#### Exercise goal:
Search the records for "numbered". Report every line where it occurs.

#### Material shown:
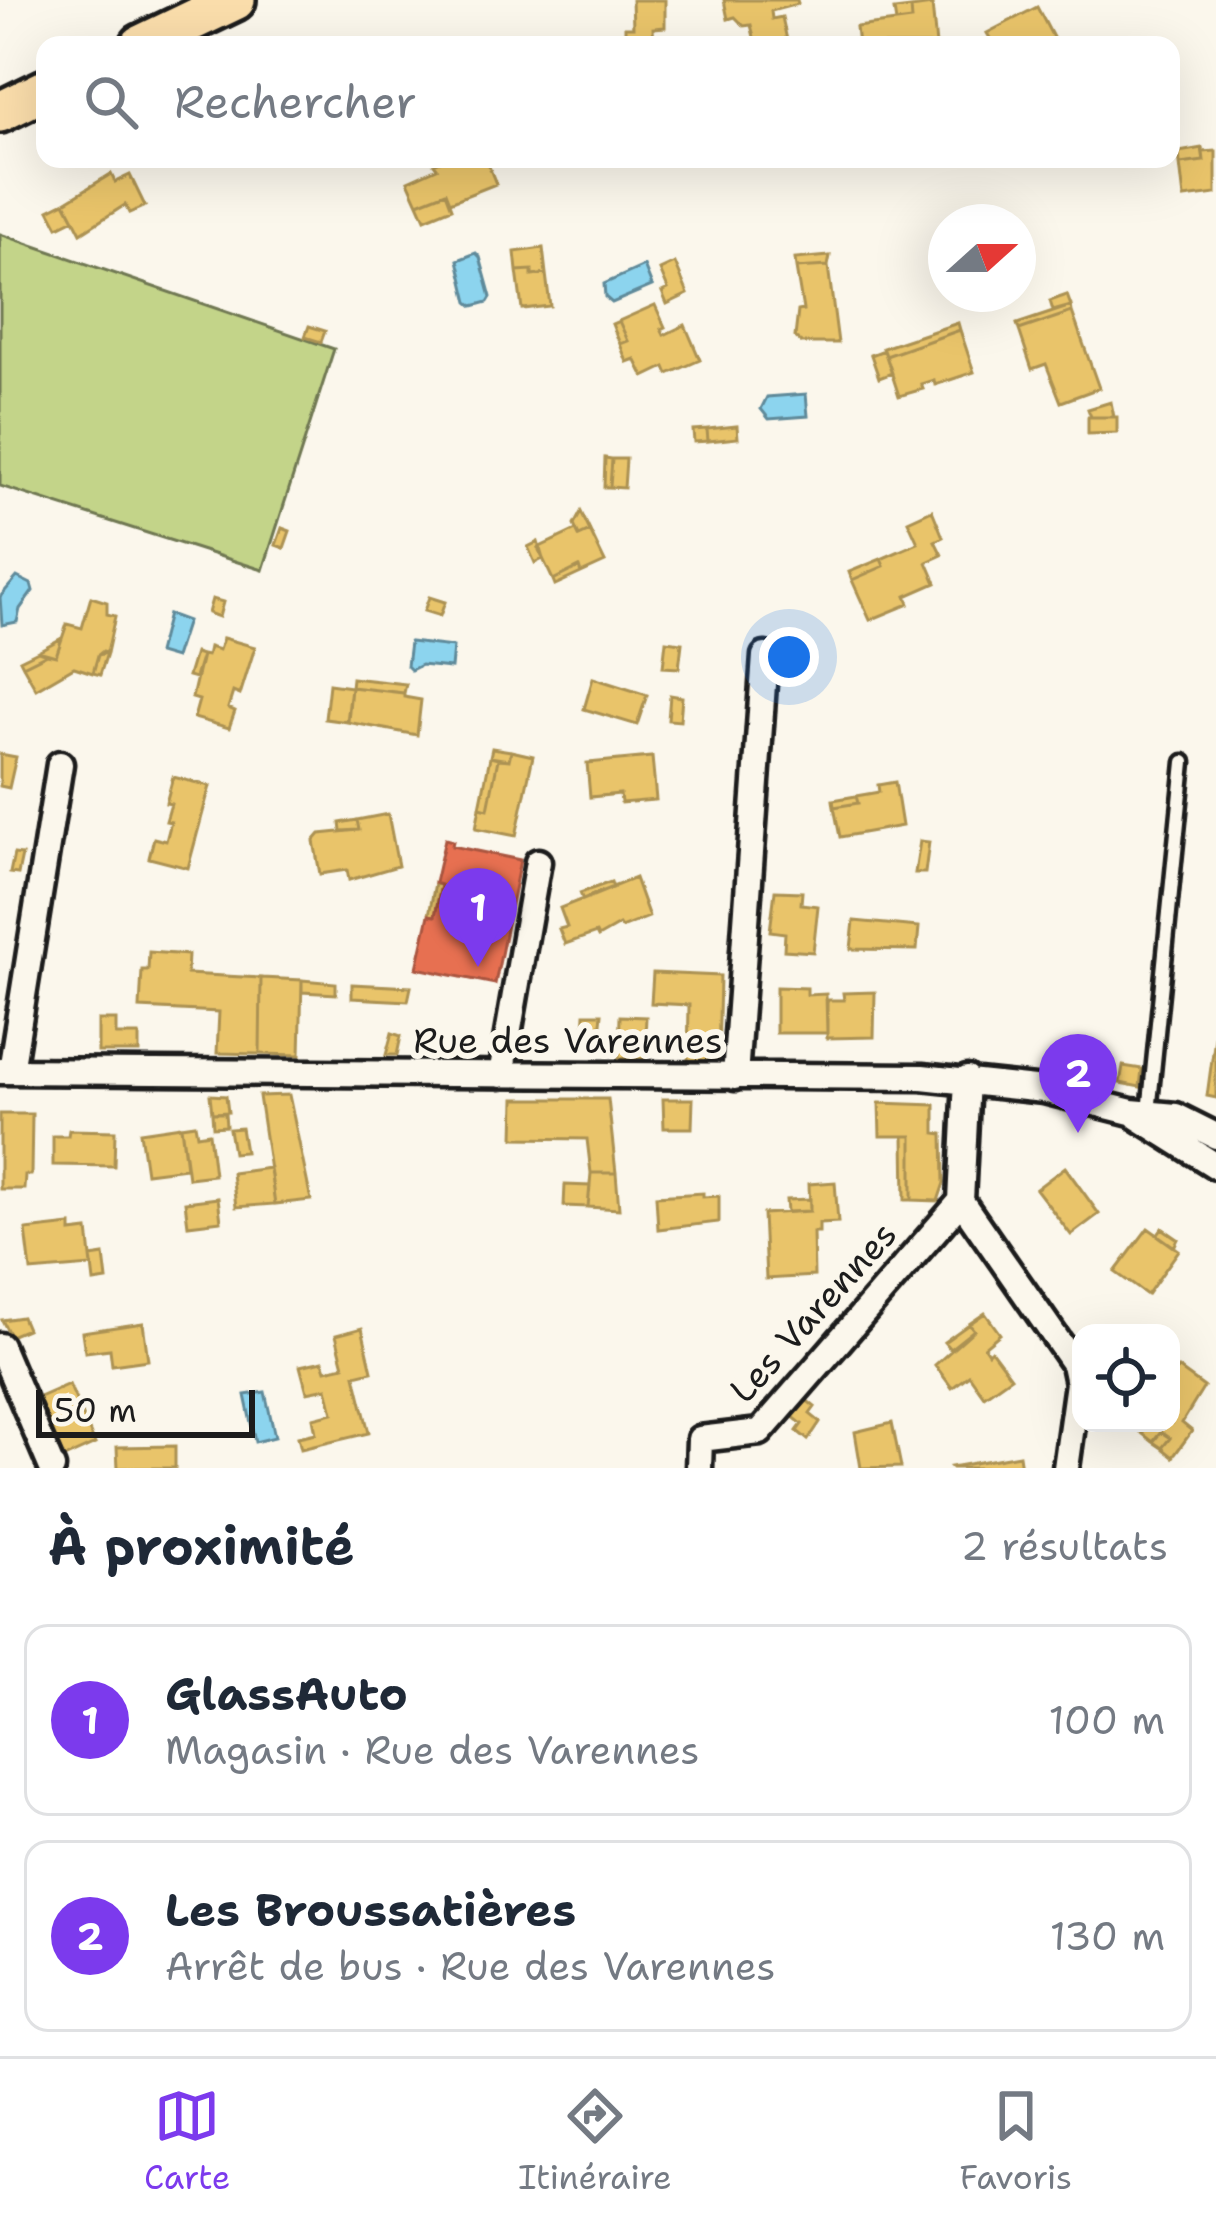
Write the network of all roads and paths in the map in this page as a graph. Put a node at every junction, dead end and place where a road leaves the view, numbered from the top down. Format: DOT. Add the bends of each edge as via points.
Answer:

--

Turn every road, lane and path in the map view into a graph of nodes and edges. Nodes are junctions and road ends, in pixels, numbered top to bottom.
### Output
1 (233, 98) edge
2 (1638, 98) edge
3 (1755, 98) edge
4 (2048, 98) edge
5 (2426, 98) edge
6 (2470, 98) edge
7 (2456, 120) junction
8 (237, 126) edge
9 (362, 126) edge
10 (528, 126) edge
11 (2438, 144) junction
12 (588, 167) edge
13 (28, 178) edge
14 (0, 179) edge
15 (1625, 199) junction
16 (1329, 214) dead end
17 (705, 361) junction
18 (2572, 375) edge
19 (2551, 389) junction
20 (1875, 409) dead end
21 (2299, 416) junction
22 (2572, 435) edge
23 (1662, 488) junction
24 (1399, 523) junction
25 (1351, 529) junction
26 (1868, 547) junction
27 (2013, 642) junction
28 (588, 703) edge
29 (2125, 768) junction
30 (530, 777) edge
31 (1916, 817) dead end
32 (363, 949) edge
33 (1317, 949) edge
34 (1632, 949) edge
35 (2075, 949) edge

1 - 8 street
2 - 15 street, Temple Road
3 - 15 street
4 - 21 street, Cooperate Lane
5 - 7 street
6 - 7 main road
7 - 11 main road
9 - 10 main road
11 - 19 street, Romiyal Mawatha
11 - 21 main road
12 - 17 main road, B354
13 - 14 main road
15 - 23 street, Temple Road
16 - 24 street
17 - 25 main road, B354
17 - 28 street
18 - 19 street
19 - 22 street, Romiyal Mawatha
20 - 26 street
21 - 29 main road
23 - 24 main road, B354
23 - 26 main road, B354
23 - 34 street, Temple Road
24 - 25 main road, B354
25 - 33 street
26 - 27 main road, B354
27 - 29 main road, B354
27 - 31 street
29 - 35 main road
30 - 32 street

#### Task answer:
Write the network of all roads and paths in the map in this page as a graph. Put a node at every junction, dead end and place where a road leaves the view, numbered from the top down. Format: DOT. Add the bends of each edge as via points.
Turn every road, lane and path in the map view into a graph of nodes and edges. Nodes are junctions and road ends, in pixels, numbered top to bottom.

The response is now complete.